In case of non-compliance with these terms for determining the monetary liability, the taxpayer is released from it, and, accordingly, disputes arising in connection with such determination are not subject to consideration, either administratively or judicially.
The Supreme Court, in its Resolution dated May 2, 2021, in case No. 520/4238/19, emphasized that "when planning, organizing, conducting documentary checks, calculating monetary obligations based on their results, the supervisory authorities must take into account the statute of limitations specified in clause 102.1 of the article 102 of the Criminal Code of Ukraine, which also apply to the period of activity that can be covered by the inspection."
The court of cassation reached the correct conclusion that the controlling body violated the legal deadlines for conducting the inspection, and the courts of previous instances did not examine whether the period of activity planned to be inspected in the disputed inspection order (taking into account the submitted declarations) corresponds to the terms provided for in paragraph 102.1 of Article 102 of the Criminal Code of Ukraine.
Therefore, the tax authority is obliged to take into account the provisions of the article, both regarding the deadlines for determining the tax liability, and regarding the period that will be covered by the tax audit.
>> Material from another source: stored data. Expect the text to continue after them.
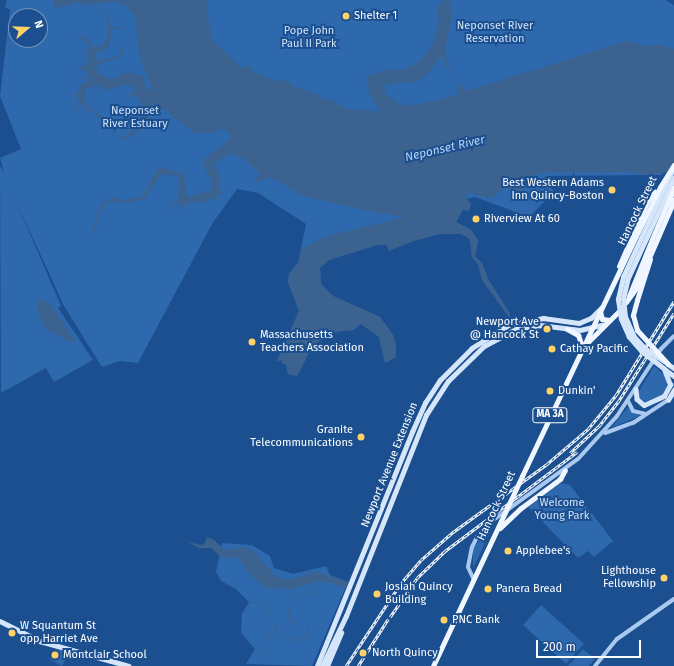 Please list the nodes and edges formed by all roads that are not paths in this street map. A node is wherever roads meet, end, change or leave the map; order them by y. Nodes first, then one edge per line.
1 (674, 165) edge
2 (674, 178) edge
3 (674, 188) edge
4 (654, 240) junction
5 (617, 276) junction
6 (600, 308) junction
7 (608, 321) junction
8 (567, 329) junction
9 (591, 329) junction
10 (674, 336) edge
11 (582, 348) junction
12 (579, 354) junction
13 (668, 364) junction
14 (674, 368) edge
15 (664, 369) junction
16 (674, 376) edge
17 (636, 389) junction
18 (674, 390) edge
19 (628, 400) junction
20 (668, 400) joint
21 (646, 414) junction
22 (601, 435) junction
23 (565, 470) junction
24 (496, 532) junction
25 (474, 580) junction
26 (674, 599) edge
27 (346, 616) junction
28 (0, 621) edge
29 (129, 666) edge
30 (317, 666) edge
31 (322, 666) edge
32 (327, 666) edge
33 (433, 666) edge
34 (595, 666) edge

1 - 5 main road, Hancock Street / MA 3A, bridge
1 - 15 main road, bridge
2 - 13 main road, bridge
3 - 4 main road, Hancock Street / MA 3A, bridge
4 - 5 main road
4 - 7 main road, Hancock Street / MA 3A
4 - 13 main road, bridge
5 - 6 main road, Hancock Street / MA 3A
6 - 7 main road
6 - 9 main road, Hancock Street / MA 3A
6 - 30 main road, Newport Avenue Extension
7 - 9 main road, Newport Avenue Extension
7 - 12 main road, Hancock Street / MA 3A
8 - 9 main road, Newport Avenue Extension
8 - 11 main road
8 - 27 main road, Newport Avenue Extension
9 - 11 main road, Hancock Street / MA 3A
10 - 17 street
11 - 12 main road, Hancock Street / MA 3A
12 - 24 main road, Hancock Street / MA 3A, bridge
13 - 14 main road
15 - 16 main road
15 - 17 main road
17 - 19 street
18 - 20 main road
19 - 21 street
19 - 22 street
20 - 21 street
21 - 22 street
22 - 23 street
23 - 24 main road
23 - 25 street
24 - 25 main road, Hancock Street / MA 3A
25 - 33 main road, Hancock Street / MA 3A
26 - 34 street
27 - 31 main road, Newport Avenue Extension
27 - 32 main road
28 - 29 main road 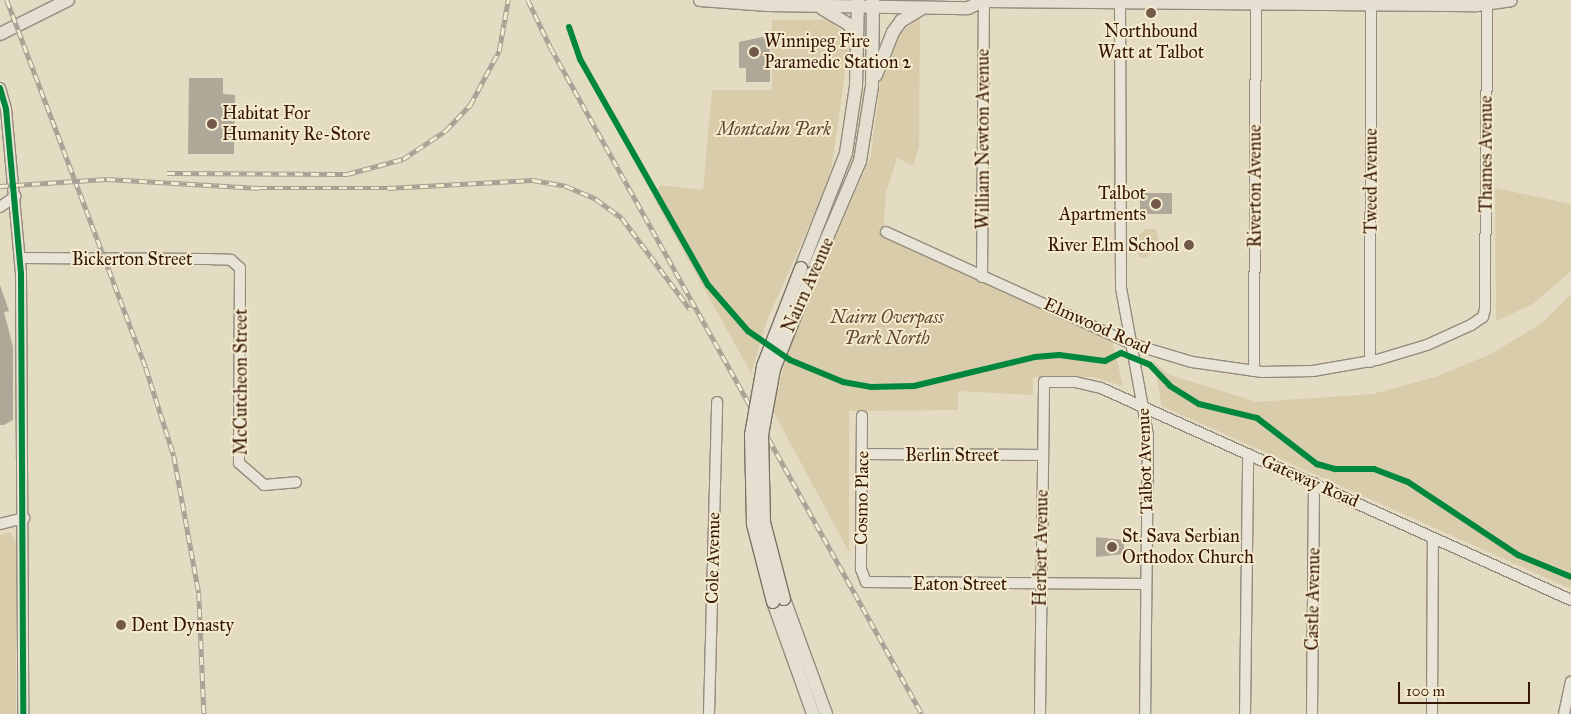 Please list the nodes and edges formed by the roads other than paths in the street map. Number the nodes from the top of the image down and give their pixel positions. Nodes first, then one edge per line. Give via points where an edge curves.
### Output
1 (68, 0) edge
2 (700, 0) edge
3 (983, 0) edge
4 (1511, 0) edge
5 (1120, 1) edge
6 (1256, 1) edge
7 (745, 2) edge
8 (1372, 2) edge
9 (1488, 2) edge
10 (858, 3) edge
11 (873, 3) edge
12 (816, 6) junction
13 (924, 8) junction
14 (0, 34) edge
15 (858, 50) junction
16 (872, 86) junction
17 (0, 88) edge
18 (0, 120) edge
19 (8, 134) junction
20 (16, 196) junction
21 (0, 207) edge
22 (886, 232) dead end
23 (21, 258) junction
24 (240, 268) joint
25 (807, 271) junction
26 (982, 277) junction
27 (1485, 309) joint
28 (1132, 344) junction
29 (1370, 362) junction
30 (1254, 371) junction
31 (1044, 382) joint
32 (717, 402) dead end
33 (1144, 407) junction
34 (862, 416) dead end
35 (862, 454) junction
36 (1248, 454) junction
37 (1042, 455) junction
38 (296, 482) dead end
39 (1314, 483) junction
40 (24, 518) junction
41 (0, 524) edge
42 (1433, 538) junction
43 (864, 580) joint
44 (1040, 584) junction
45 (1146, 584) junction
46 (778, 600) junction
47 (1571, 600) edge
48 (1571, 682) edge
49 (23, 714) edge
50 (709, 714) edge
51 (813, 714) edge
52 (826, 714) edge
53 (1040, 714) edge
54 (1145, 714) edge
55 (1245, 714) edge
56 (1312, 714) edge
57 (1432, 714) edge
58 (1564, 714) edge

1 - 14 main road
2 - 7 main road
3 - 5 main road
3 - 13 main road via 968,8
3 - 26 street, William Newton Avenue
4 - 9 main road
5 - 6 main road
5 - 28 street, Talbot Avenue via 1120,266
6 - 8 main road
6 - 30 street, Riverton Avenue
7 - 12 main road
8 - 9 main road
8 - 29 street, Tweed Avenue
9 - 27 street, Thames Avenue
10 - 11 main road
10 - 12 main road
10 - 15 main road, Nairn Avenue
11 - 13 main road
11 - 16 main road, Nairn Avenue
12 - 15 main road via 837,14 850,25
13 - 16 main road via 901,21 893,32
15 - 25 main road, Nairn Avenue via 846,153
16 - 25 main road, Nairn Avenue via 854,179
17 - 19 street
18 - 19 street
19 - 20 street
20 - 21 street
20 - 23 street
22 - 26 street, Elmwood Road
23 - 24 street, Bickerton Street via 231,260
23 - 40 street
24 - 38 street, McCutcheon Street via 239,463 264,485
25 - 46 main road, Nairn Avenue, bridge via 774,369 762,436 764,522
26 - 28 street, Elmwood Road
27 - 29 street, Elmwood Road via 1483,317 1462,329 1427,345
28 - 30 street, Elmwood Road via 1192,362
28 - 33 street, Talbot Avenue
29 - 30 street, Elmwood Road via 1313,371
31 - 33 street, Gateway Road via 1093,385
31 - 37 street, Herbert Avenue
32 - 50 street, Cole Avenue
33 - 36 street, Gateway Road
33 - 45 street, Talbot Avenue
34 - 35 street, Cosmo Place
35 - 37 street, Berlin Street
35 - 43 street, Cosmo Place via 861,569
36 - 39 street, Gateway Road
36 - 55 street
37 - 44 street, Herbert Avenue
39 - 42 street, Gateway Road
39 - 56 street, Castle Avenue
40 - 41 street
40 - 49 street
42 - 47 street, Gateway Road
42 - 57 street
43 - 44 street, Eaton Street
44 - 45 street, Eaton Street
44 - 53 street, Herbert Avenue
45 - 54 street, Talbot Avenue
46 - 51 main road, Nairn Avenue
46 - 52 main road, Nairn Avenue
48 - 58 street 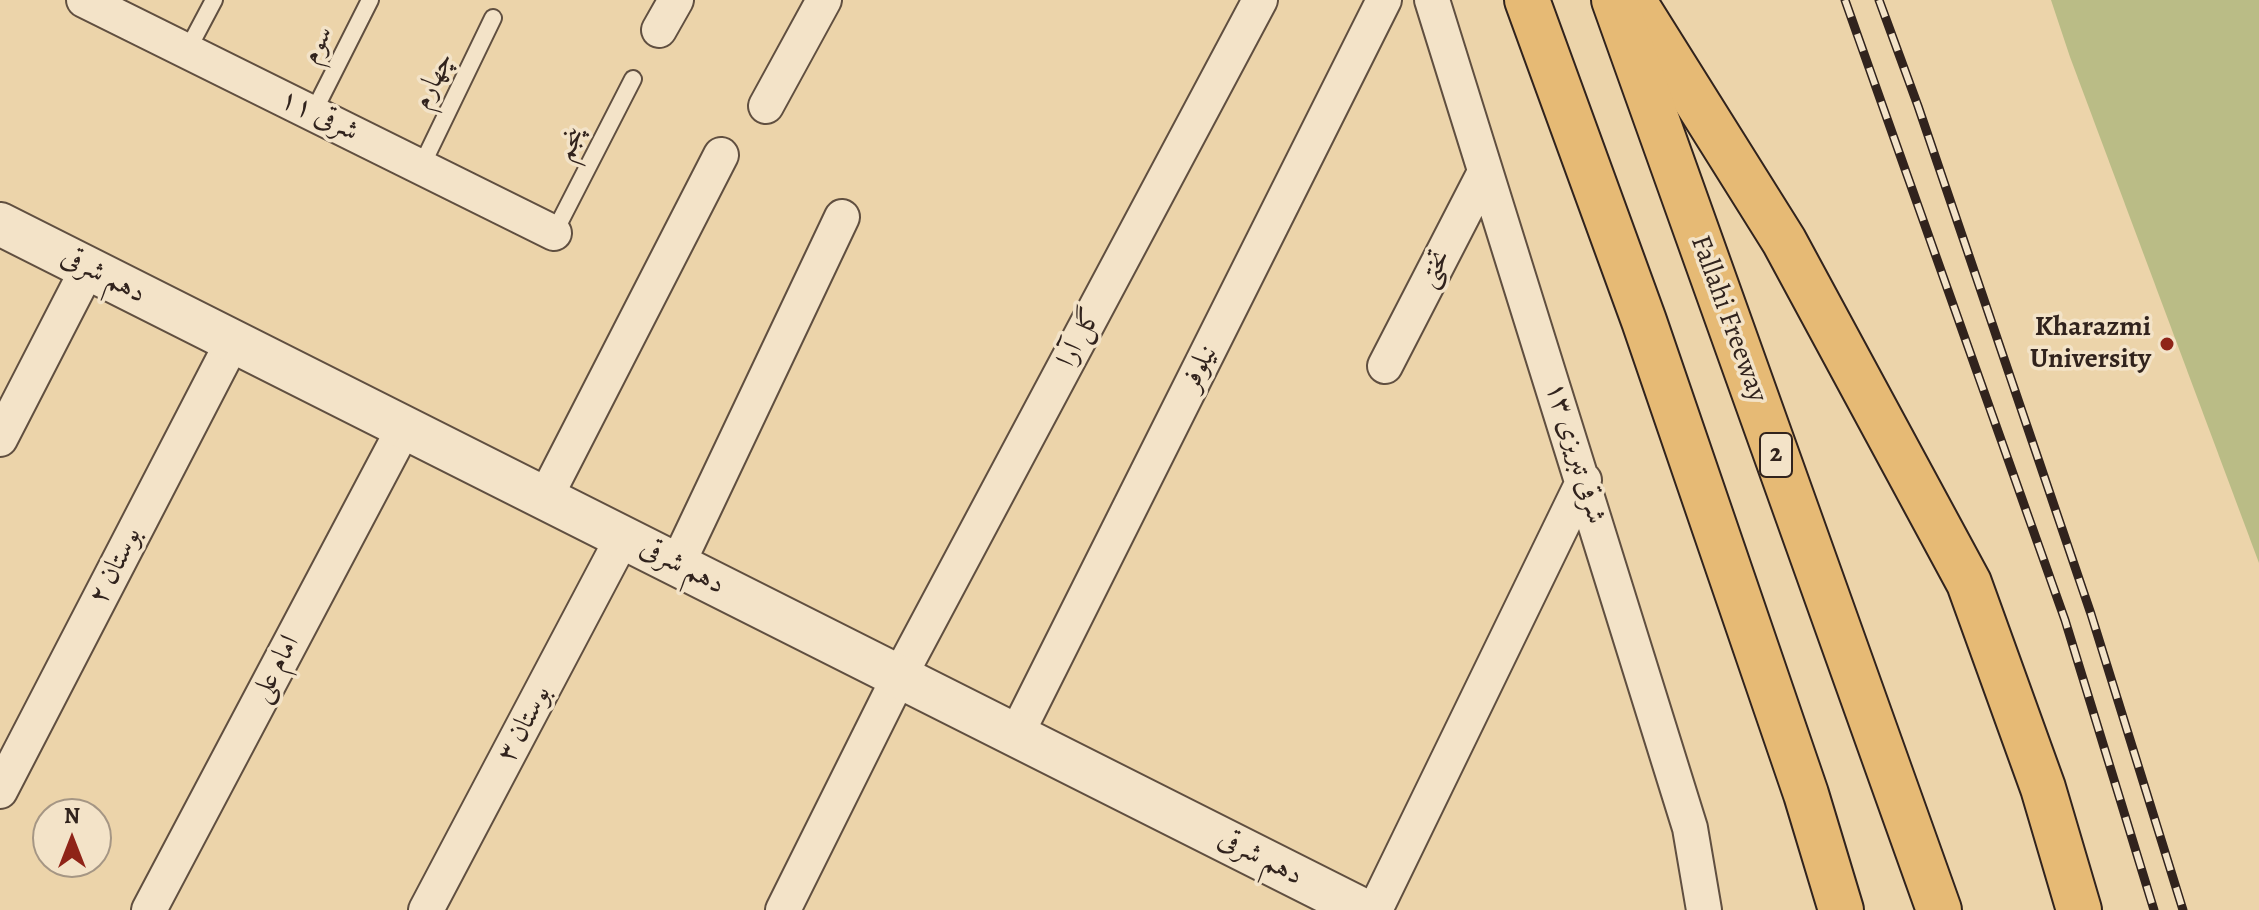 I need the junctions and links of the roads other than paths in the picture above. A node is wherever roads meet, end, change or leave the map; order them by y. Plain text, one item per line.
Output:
1 (84, 0) edge
2 (214, 0) edge
3 (370, 0) edge
4 (676, 0) edge
5 (824, 0) edge
6 (1260, 0) edge
7 (1384, 0) edge
8 (1432, 0) edge
9 (1527, 0) edge
10 (1614, 0) edge
11 (1633, 0) edge
12 (493, 18) dead end
13 (659, 30) dead end
14 (187, 51) junction
15 (633, 79) dead end
16 (766, 106) dead end
17 (313, 113) junction
18 (721, 155) dead end
19 (421, 167) junction
20 (1485, 172) junction
21 (842, 217) dead end
22 (0, 224) edge
23 (554, 233) joint
24 (88, 268) junction
25 (233, 341) junction
26 (1385, 366) dead end
27 (404, 428) junction
28 (0, 439) edge
29 (1584, 480) junction
30 (545, 498) junction
31 (623, 537) junction
32 (677, 565) junction
33 (899, 677) junction
34 (1016, 735) junction
35 (0, 791) edge
36 (149, 910) edge
37 (426, 910) edge
38 (783, 910) edge
39 (1363, 910) edge
40 (1375, 910) edge
41 (1704, 910) edge
42 (1841, 910) edge
43 (1939, 910) edge
44 (2079, 910) edge

1 - 14 street, ۱۱ شرقی
2 - 14 lane
3 - 17 lane, سوم
4 - 13 street
5 - 16 street
6 - 33 street, گل آرا
7 - 34 street, نیلوفر
8 - 20 street, ۱۳ شرقی تبریزی
9 - 42 main road
10 - 43 main road, Fallahi Freeway / 2
11 - 44 main road
12 - 19 lane, چهارم
14 - 17 street, ۱۱ شرقی
15 - 23 lane, پنجم
17 - 19 street, ۱۱ شرقی
18 - 30 street
19 - 23 street, ۱۱ شرقی
20 - 26 street, تختی
20 - 29 street, ۱۳ شرقی تبریزی
21 - 32 street
22 - 24 street, دهم شرقی
24 - 25 street, دهم شرقی
24 - 28 street
25 - 27 street, دهم شرقی
25 - 35 street, بوستان ۲
27 - 30 street, دهم شرقی
27 - 36 street, امام علی
29 - 40 street
29 - 41 street, ۱۳ شرقی تبریزی
30 - 31 street, دهم شرقی
31 - 32 street, دهم شرقی
31 - 37 street, بوستان ۳
32 - 33 street, دهم شرقی
33 - 34 street, دهم شرقی
33 - 38 street, گل آرا
34 - 39 street, دهم شرقی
Therefore, the analysis of current judicial practice on issues related to the appeal of the results of tax audits shows that the detected violations do not always concern only taxpayers. As later determined in a court order, control bodies can also take actions that do not sufficiently comply with the norms of tax legislation, in particular, in terms of compliance with the tax audit procedure.
At the same time, in the case of proper confirmation of the facts and consequences of procedural violations committed by the tax authority, taxpayers, armed with effective legal support, still have the opportunity to prove the illegality of the actions of the controlling authority during the tax audit, and, as a result, the illegality of tax decisions adopted as a result of it notices-decisions, which allows taxpayers to reach a court appeal.